__Exercise instructions__
Your response should match the records line for line.

__Extracted material__
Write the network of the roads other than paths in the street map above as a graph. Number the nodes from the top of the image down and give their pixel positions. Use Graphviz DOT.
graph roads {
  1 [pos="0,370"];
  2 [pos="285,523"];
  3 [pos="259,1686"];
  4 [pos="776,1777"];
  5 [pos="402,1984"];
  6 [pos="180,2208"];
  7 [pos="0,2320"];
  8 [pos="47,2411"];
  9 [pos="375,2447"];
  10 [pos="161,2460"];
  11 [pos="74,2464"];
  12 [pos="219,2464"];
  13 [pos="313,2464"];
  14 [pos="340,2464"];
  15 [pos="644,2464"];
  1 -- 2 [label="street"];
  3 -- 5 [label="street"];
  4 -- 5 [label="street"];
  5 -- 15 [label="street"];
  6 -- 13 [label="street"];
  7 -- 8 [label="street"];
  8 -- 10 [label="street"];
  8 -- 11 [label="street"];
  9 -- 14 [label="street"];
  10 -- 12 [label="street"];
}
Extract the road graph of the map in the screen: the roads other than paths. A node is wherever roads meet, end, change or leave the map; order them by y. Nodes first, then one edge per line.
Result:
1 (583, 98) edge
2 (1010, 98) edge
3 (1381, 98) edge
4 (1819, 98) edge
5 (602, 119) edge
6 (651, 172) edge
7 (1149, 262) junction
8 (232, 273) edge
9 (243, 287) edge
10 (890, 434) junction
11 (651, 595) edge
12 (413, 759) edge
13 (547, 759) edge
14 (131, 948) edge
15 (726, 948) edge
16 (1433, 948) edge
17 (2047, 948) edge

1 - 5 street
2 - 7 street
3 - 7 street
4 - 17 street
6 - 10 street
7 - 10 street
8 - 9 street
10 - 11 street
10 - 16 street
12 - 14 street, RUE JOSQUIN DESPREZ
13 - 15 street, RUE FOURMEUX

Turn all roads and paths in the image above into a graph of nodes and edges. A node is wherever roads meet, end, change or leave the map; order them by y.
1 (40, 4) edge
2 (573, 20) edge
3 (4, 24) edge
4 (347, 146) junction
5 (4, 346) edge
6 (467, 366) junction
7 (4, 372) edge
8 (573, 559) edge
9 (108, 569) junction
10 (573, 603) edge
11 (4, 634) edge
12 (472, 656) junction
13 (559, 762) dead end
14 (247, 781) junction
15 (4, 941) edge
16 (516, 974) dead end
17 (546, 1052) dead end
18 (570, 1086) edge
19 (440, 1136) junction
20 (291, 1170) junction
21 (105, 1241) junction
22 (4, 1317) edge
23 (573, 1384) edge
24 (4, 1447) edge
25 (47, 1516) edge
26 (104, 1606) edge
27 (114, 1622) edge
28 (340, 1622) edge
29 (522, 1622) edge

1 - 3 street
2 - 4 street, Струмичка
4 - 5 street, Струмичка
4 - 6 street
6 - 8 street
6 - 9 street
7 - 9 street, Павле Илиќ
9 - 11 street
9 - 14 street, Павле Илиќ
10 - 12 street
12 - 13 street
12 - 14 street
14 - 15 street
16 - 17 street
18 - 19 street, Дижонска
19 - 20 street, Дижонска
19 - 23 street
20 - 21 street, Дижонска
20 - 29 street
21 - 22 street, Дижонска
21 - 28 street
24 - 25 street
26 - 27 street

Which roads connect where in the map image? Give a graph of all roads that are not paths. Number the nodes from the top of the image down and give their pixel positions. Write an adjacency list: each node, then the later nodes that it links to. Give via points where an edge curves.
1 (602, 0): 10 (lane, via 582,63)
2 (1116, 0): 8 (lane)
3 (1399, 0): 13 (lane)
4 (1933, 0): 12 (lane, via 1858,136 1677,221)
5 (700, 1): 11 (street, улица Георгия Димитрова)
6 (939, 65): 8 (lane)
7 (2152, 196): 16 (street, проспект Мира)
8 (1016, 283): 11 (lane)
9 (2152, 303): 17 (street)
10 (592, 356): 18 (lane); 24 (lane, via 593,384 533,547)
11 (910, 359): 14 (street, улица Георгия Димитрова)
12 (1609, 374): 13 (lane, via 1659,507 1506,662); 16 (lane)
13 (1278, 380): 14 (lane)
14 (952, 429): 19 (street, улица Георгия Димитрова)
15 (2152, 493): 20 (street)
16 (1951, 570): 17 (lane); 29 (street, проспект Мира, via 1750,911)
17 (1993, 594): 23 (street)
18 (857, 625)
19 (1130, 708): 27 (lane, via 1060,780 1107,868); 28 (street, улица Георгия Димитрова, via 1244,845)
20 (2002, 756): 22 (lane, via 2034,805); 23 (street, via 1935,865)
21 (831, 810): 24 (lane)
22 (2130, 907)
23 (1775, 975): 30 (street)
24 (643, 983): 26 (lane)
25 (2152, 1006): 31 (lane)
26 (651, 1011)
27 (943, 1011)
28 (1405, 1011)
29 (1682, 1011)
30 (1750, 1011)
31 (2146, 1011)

__Solved problem__
Write the network of the roads other than paths in the street map above as a graph. Number the nodes from the top of the image down and give their pixel positions. Use Graphviz DOT.
graph roads {
  1 [pos="0,370"];
  2 [pos="285,523"];
  3 [pos="259,1686"];
  4 [pos="776,1777"];
  5 [pos="402,1984"];
  6 [pos="180,2208"];
  7 [pos="0,2320"];
  8 [pos="47,2411"];
  9 [pos="375,2447"];
  10 [pos="161,2460"];
  11 [pos="74,2464"];
  12 [pos="219,2464"];
  13 [pos="313,2464"];
  14 [pos="340,2464"];
  15 [pos="644,2464"];
  1 -- 2 [label="street"];
  3 -- 5 [label="street"];
  4 -- 5 [label="street"];
  5 -- 15 [label="street"];
  6 -- 13 [label="street"];
  7 -- 8 [label="street"];
  8 -- 10 [label="street"];
  8 -- 11 [label="street"];
  9 -- 14 [label="street"];
  10 -- 12 [label="street"];
}
Extract the road graph of the map in the screen: the roads other than paths. A node is wherever roads meet, end, change or leave the map; order them by y. Nodes first, then one edge per line.
Result:
1 (583, 98) edge
2 (1010, 98) edge
3 (1381, 98) edge
4 (1819, 98) edge
5 (602, 119) edge
6 (651, 172) edge
7 (1149, 262) junction
8 (232, 273) edge
9 (243, 287) edge
10 (890, 434) junction
11 (651, 595) edge
12 (413, 759) edge
13 (547, 759) edge
14 (131, 948) edge
15 (726, 948) edge
16 (1433, 948) edge
17 (2047, 948) edge

1 - 5 street
2 - 7 street
3 - 7 street
4 - 17 street
6 - 10 street
7 - 10 street
8 - 9 street
10 - 11 street
10 - 16 street
12 - 14 street, RUE JOSQUIN DESPREZ
13 - 15 street, RUE FOURMEUX

Turn all roads and paths in the image above into a graph of nodes and edges. A node is wherever roads meet, end, change or leave the map; order them by y.
1 (40, 4) edge
2 (573, 20) edge
3 (4, 24) edge
4 (347, 146) junction
5 (4, 346) edge
6 (467, 366) junction
7 (4, 372) edge
8 (573, 559) edge
9 (108, 569) junction
10 (573, 603) edge
11 (4, 634) edge
12 (472, 656) junction
13 (559, 762) dead end
14 (247, 781) junction
15 (4, 941) edge
16 (516, 974) dead end
17 (546, 1052) dead end
18 (570, 1086) edge
19 (440, 1136) junction
20 (291, 1170) junction
21 (105, 1241) junction
22 (4, 1317) edge
23 (573, 1384) edge
24 (4, 1447) edge
25 (47, 1516) edge
26 (104, 1606) edge
27 (114, 1622) edge
28 (340, 1622) edge
29 (522, 1622) edge

1 - 3 street
2 - 4 street, Струмичка
4 - 5 street, Струмичка
4 - 6 street
6 - 8 street
6 - 9 street
7 - 9 street, Павле Илиќ
9 - 11 street
9 - 14 street, Павле Илиќ
10 - 12 street
12 - 13 street
12 - 14 street
14 - 15 street
16 - 17 street
18 - 19 street, Дижонска
19 - 20 street, Дижонска
19 - 23 street
20 - 21 street, Дижонска
20 - 29 street
21 - 22 street, Дижонска
21 - 28 street
24 - 25 street
26 - 27 street

Which roads connect where in the map image? Give a graph of all roads that are not paths. Number the nodes from the top of the image down and give their pixel positions. Write an adjacency list: each node, then the later nodes that it links to. Give via points where an edge curves.
1 (602, 0): 10 (lane, via 582,63)
2 (1116, 0): 8 (lane)
3 (1399, 0): 13 (lane)
4 (1933, 0): 12 (lane, via 1858,136 1677,221)
5 (700, 1): 11 (street, улица Георгия Димитрова)
6 (939, 65): 8 (lane)
7 (2152, 196): 16 (street, проспект Мира)
8 (1016, 283): 11 (lane)
9 (2152, 303): 17 (street)
10 (592, 356): 18 (lane); 24 (lane, via 593,384 533,547)
11 (910, 359): 14 (street, улица Георгия Димитрова)
12 (1609, 374): 13 (lane, via 1659,507 1506,662); 16 (lane)
13 (1278, 380): 14 (lane)
14 (952, 429): 19 (street, улица Георгия Димитрова)
15 (2152, 493): 20 (street)
16 (1951, 570): 17 (lane); 29 (street, проспект Мира, via 1750,911)
17 (1993, 594): 23 (street)
18 (857, 625)
19 (1130, 708): 27 (lane, via 1060,780 1107,868); 28 (street, улица Георгия Димитрова, via 1244,845)
20 (2002, 756): 22 (lane, via 2034,805); 23 (street, via 1935,865)
21 (831, 810): 24 (lane)
22 (2130, 907)
23 (1775, 975): 30 (street)
24 (643, 983): 26 (lane)
25 (2152, 1006): 31 (lane)
26 (651, 1011)
27 (943, 1011)
28 (1405, 1011)
29 (1682, 1011)
30 (1750, 1011)
31 (2146, 1011)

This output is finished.